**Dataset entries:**

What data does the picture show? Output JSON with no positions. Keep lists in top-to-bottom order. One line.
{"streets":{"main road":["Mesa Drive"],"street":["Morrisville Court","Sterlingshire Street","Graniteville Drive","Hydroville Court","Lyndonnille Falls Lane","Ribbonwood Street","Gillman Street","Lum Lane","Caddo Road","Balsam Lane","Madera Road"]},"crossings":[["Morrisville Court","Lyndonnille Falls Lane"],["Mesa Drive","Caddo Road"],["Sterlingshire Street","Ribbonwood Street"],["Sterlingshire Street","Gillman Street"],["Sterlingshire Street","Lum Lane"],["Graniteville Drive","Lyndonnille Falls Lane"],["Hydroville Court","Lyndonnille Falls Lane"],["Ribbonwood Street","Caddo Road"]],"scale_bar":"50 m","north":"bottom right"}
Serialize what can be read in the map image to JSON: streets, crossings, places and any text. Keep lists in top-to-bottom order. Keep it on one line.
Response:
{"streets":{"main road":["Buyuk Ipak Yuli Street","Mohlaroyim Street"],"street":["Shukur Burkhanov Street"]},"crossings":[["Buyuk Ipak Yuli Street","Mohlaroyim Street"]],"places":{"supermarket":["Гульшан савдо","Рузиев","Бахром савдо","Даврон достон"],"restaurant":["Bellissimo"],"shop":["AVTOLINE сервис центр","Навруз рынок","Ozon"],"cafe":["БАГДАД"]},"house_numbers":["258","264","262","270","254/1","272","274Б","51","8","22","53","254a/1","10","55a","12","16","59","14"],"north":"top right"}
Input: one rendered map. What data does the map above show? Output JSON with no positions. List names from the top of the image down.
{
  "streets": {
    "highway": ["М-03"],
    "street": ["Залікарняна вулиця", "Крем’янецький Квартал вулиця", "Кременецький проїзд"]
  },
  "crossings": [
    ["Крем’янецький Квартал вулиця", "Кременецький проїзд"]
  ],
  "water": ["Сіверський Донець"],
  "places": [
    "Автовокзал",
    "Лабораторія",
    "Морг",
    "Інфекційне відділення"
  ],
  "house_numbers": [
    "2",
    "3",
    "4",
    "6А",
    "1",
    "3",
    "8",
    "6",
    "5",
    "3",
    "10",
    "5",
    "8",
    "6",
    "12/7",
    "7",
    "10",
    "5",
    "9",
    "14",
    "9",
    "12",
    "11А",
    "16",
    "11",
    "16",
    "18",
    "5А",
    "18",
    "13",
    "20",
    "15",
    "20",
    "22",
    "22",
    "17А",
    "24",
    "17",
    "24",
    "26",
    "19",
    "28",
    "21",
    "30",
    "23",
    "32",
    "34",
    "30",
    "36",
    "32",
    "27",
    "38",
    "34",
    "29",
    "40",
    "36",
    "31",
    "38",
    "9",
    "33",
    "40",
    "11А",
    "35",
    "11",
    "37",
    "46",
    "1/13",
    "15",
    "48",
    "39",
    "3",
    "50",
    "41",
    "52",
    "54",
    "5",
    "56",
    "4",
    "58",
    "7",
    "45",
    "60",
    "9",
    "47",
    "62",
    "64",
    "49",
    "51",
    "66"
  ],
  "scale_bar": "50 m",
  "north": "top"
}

**TASK TO COMPLETE:** Going through the entries, return every line holding the word "проїзд".

**ANSWER AREA:**
    "street": ["Залікарняна вулиця", "Крем’янецький Квартал вулиця", "Кременецький проїзд"]
    ["Крем’янецький Квартал вулиця", "Кременецький проїзд"]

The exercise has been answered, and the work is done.